The chloride ion selective electrode you will use is a crystalline solid-state electrode that contains a membrane, as shown in the diagram below (Figure 1). The membrane consists of a solid salt of silver sulfide / silver chloride (Ag2S / AgCl). The membrane must be insoluble in the analyte solution and contain the analyte ion of interest. The membrane is placed at the end of a solid plastic tube. This membrane is in contact with the analyte solution during the measurement. Inside of the tube is a reference solution, which contains a known and fixed concentration of analyte (Cl-) solution. The concentration difference between this inner solution and analyte solution causes the migration of charged species across the membrane. This ion exchange process at the surface of the membrane causes a potential to develop. Since the potential of both the reference electrode and the inner reference (immersed in the standard solution) are constant, any change in measured potential is caused only by a change in potential across the membrane and is a function of the analyte chloride ion activity (or concentration).

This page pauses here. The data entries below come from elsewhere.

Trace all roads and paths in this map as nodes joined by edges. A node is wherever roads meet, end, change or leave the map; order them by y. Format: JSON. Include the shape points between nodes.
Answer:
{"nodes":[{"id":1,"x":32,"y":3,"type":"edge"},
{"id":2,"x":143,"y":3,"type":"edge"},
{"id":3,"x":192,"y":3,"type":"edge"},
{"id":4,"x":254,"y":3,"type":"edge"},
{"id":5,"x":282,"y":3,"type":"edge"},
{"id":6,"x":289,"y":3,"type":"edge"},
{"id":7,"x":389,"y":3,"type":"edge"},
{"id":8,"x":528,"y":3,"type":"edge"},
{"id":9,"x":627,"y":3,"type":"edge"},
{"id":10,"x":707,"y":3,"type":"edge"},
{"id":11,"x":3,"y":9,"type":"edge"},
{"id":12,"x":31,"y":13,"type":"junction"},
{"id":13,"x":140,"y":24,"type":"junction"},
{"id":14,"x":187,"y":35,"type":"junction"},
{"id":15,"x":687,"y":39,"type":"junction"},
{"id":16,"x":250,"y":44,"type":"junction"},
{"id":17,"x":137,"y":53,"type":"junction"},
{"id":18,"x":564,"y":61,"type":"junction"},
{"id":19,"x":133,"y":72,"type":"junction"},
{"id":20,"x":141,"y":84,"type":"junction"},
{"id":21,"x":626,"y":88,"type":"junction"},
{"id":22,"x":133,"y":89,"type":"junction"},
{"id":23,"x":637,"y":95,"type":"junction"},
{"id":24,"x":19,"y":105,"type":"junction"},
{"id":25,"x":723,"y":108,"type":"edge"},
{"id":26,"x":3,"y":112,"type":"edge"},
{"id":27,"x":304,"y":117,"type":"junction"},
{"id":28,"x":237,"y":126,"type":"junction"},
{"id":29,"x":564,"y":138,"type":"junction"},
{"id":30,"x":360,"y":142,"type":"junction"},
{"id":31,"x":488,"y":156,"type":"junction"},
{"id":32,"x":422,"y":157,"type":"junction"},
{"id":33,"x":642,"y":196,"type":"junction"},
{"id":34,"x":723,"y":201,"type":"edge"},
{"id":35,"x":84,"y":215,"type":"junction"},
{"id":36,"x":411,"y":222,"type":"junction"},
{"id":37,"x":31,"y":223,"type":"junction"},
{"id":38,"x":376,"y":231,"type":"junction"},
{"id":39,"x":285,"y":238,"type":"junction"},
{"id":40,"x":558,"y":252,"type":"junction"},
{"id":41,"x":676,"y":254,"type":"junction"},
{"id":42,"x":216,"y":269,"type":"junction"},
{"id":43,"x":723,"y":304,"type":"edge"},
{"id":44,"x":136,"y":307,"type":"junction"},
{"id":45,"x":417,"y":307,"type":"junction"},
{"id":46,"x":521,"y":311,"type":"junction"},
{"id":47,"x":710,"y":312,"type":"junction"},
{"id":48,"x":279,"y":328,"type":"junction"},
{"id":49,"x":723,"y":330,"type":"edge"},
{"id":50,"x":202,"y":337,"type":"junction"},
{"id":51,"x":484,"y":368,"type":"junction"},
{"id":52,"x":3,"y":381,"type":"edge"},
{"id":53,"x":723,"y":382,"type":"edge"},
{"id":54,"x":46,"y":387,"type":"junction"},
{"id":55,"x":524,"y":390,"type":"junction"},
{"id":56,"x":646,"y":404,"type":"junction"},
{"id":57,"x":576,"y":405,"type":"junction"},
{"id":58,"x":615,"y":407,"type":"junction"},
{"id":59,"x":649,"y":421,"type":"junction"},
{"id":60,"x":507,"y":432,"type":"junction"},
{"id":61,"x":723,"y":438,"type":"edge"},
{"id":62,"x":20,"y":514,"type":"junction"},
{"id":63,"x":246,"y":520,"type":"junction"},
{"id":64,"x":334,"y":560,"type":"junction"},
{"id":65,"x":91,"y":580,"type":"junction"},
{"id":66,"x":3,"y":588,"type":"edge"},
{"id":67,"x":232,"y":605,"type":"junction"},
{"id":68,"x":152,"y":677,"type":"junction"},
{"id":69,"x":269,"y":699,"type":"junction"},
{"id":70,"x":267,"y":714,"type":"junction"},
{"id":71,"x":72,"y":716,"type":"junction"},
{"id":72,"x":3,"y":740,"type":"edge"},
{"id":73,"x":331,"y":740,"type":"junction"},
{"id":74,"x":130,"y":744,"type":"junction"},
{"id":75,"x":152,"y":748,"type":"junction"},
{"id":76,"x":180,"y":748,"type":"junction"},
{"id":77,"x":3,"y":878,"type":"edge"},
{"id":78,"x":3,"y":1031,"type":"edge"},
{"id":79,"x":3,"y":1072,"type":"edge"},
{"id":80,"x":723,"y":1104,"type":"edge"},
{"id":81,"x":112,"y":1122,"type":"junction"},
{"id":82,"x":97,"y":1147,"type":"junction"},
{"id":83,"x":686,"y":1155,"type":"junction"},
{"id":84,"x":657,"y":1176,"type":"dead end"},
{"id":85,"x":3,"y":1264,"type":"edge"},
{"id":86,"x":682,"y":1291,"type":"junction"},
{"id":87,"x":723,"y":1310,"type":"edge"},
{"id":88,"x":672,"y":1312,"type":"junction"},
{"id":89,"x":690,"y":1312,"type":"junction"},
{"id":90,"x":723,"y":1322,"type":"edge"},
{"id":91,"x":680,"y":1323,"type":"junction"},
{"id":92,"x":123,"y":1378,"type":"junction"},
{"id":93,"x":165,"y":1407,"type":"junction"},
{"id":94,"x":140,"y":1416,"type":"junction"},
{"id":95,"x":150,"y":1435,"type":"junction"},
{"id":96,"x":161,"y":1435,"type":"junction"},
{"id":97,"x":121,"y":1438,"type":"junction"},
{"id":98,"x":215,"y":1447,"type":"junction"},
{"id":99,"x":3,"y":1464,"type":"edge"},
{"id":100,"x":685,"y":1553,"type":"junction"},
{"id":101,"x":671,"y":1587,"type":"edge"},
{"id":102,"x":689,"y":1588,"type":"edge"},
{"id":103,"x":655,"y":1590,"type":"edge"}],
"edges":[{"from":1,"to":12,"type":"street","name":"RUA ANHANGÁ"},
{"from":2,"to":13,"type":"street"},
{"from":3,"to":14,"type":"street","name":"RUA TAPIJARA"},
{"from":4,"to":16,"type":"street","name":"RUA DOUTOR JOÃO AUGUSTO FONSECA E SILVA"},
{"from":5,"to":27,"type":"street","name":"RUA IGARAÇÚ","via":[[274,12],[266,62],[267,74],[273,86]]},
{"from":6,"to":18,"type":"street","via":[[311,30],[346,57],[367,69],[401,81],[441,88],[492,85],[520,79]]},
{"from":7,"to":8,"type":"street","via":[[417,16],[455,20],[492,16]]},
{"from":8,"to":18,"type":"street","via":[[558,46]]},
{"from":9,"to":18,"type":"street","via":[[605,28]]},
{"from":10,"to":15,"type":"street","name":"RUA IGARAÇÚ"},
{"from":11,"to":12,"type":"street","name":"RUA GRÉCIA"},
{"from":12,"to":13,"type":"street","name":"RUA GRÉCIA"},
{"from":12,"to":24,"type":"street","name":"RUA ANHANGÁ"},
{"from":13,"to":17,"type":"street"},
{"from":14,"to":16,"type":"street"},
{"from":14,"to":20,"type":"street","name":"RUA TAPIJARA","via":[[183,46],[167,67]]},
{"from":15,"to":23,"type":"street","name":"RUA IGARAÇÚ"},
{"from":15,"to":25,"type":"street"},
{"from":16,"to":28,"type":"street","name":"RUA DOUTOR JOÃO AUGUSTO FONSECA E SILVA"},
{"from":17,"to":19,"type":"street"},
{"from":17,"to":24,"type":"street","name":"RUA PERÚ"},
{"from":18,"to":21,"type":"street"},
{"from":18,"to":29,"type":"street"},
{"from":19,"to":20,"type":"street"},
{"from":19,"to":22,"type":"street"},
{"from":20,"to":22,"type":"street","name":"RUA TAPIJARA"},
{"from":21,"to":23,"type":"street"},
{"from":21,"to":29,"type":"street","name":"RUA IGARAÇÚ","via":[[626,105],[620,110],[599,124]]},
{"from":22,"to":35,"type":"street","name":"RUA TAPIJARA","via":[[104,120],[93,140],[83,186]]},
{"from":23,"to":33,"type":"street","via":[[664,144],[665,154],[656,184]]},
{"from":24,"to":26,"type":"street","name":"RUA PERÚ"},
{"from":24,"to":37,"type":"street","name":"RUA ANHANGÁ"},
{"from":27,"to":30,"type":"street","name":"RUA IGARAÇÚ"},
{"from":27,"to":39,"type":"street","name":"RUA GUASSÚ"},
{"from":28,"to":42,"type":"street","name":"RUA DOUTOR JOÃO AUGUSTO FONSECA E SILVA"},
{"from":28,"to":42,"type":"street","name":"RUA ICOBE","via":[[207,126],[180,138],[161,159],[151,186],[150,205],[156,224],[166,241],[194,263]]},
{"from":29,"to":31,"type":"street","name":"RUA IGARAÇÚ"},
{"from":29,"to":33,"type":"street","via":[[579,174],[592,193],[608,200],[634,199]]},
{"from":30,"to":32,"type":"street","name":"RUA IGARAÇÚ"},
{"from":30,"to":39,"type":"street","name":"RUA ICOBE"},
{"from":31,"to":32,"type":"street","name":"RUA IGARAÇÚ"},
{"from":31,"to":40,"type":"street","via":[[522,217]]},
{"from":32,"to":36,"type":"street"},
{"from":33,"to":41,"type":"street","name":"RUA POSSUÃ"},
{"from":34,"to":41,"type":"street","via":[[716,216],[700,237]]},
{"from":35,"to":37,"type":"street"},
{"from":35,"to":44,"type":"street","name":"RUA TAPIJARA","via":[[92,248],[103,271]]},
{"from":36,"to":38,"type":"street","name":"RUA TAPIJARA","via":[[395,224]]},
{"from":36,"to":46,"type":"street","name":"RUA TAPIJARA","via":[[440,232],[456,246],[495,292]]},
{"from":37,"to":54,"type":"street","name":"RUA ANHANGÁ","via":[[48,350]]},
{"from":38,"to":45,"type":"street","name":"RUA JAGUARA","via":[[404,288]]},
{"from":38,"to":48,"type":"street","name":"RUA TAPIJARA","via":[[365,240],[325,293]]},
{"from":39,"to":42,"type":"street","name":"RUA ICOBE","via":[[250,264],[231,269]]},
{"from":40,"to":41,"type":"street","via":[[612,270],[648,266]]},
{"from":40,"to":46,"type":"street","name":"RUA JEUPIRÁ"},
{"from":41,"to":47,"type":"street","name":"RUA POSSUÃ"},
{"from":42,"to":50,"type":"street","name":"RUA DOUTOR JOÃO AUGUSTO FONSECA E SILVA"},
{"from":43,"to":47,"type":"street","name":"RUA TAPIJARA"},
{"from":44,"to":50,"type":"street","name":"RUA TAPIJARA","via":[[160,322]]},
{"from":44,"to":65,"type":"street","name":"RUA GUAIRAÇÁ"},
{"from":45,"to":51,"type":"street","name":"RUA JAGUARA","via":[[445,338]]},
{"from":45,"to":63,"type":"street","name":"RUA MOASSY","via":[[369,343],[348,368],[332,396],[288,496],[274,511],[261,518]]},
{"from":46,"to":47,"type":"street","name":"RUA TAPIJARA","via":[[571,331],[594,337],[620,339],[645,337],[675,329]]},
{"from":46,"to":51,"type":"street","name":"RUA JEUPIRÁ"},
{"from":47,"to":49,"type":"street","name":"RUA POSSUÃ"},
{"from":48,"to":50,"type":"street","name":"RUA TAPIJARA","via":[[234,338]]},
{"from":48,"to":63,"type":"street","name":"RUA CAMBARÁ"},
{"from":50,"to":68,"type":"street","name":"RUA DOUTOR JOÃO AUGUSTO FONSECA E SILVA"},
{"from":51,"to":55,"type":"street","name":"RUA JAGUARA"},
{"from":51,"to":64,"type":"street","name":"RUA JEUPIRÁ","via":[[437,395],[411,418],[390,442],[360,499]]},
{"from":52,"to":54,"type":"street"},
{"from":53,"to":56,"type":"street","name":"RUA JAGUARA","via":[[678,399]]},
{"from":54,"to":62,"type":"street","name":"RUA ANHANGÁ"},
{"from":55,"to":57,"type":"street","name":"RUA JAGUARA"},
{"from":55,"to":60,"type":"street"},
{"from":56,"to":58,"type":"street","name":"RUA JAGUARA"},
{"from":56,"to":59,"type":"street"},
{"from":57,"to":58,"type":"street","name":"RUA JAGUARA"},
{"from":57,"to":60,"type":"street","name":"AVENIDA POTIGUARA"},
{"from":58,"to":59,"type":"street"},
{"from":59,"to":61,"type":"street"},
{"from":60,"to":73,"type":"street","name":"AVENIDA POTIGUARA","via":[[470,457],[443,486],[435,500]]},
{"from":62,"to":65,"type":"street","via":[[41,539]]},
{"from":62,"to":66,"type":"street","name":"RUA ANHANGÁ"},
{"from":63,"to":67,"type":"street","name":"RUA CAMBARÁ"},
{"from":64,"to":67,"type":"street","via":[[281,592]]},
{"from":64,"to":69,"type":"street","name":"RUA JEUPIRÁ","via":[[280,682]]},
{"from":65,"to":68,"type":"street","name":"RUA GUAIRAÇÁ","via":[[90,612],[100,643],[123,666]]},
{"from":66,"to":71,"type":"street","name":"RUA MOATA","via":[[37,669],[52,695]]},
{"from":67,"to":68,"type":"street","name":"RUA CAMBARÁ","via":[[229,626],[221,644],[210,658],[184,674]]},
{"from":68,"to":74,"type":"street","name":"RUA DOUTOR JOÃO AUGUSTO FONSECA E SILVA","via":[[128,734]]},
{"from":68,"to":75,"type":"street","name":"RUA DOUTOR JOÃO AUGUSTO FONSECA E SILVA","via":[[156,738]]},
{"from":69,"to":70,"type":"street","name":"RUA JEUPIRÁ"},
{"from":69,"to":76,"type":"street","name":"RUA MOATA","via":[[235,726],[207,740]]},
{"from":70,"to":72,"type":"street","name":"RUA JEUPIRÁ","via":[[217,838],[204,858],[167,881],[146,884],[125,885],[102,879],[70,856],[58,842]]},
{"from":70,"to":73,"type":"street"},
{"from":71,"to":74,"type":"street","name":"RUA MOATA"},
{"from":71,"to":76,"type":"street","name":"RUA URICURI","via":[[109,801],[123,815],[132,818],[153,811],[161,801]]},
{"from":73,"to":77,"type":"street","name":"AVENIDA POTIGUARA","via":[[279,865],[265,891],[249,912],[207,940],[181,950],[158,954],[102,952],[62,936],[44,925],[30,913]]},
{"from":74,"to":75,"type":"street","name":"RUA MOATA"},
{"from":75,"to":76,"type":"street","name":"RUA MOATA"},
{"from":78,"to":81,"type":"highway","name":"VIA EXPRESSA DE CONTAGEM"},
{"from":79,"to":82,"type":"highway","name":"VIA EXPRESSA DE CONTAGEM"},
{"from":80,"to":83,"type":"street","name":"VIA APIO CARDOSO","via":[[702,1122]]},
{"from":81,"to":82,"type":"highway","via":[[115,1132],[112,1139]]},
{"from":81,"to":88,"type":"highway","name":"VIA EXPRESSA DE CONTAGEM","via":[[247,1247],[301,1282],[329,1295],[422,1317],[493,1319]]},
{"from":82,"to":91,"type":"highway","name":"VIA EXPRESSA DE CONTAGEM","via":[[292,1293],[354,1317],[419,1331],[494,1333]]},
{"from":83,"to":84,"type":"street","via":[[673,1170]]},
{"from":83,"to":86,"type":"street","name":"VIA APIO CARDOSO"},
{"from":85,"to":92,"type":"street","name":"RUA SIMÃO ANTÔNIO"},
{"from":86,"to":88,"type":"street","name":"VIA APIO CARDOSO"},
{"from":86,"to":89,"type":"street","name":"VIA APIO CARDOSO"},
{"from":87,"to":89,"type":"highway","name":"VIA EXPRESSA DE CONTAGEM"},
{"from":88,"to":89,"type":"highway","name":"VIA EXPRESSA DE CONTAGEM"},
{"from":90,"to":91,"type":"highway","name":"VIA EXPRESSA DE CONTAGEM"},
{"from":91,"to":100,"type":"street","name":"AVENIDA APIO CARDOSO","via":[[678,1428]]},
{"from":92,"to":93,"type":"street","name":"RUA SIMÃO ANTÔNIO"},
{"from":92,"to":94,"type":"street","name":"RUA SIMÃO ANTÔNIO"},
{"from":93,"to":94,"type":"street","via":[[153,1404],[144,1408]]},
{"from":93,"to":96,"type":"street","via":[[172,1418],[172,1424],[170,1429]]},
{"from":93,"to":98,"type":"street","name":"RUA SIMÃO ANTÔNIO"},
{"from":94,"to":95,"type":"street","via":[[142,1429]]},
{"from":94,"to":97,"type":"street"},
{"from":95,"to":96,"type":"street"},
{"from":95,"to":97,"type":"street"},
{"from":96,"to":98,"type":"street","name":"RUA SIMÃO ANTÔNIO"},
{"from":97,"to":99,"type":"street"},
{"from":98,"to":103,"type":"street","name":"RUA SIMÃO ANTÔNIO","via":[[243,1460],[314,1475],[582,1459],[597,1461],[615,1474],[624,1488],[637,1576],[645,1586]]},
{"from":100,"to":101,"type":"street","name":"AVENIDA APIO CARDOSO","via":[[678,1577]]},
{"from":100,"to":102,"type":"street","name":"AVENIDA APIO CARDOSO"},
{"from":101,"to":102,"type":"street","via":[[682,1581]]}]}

It is also important to note that Figure 1 depicts a reference electrode external to the ISE (indicator electrode). However, a reference electrode can also be placed inside of the tube containing the ISE. This is called a “combination electrode” and is the type that you will be using in this laboratory experiment.

Figure 1. Schematic of a potentiometric measurement.

## 3. Materials and Equipment

• Sodium chloride
• Ionic strength adjustment buffer (ISAB)
• 250 mL beaker
• 50 mL pipette
• 1 L plastic bottle
• Potentiometer
• Eppendorf micro pipette
• Magnetic stir bar

## 4. Safety / Special Handling Procedures

Protective eyewear must be worn at all times.

## 5. Experimental Method

5.1. Preparation of the standard solution

Accurately weigh pure sodium chloride to give about 2 grams of chloride ion (show calculations). Record this mass to 4 decimal places in your laboratory notebook and quantitatively transfer the NaCl with a wash bottle to a one liter volumetric flask. Dissolve, dilute to the mark with nanopure water, and mix. Calculate the concentration of chloride ion in parts per million. Transfer to a plastic bottle and label it "chloride working standard".

5.2. Preparation of the unknown

5.2.1. Obtain an unknown chloride sample and quantitatively transfer it into a 250 mL volumetric flask. Dilute to the mark with nanopure water and mix. Transfer to a plastic bottle and label appropriately.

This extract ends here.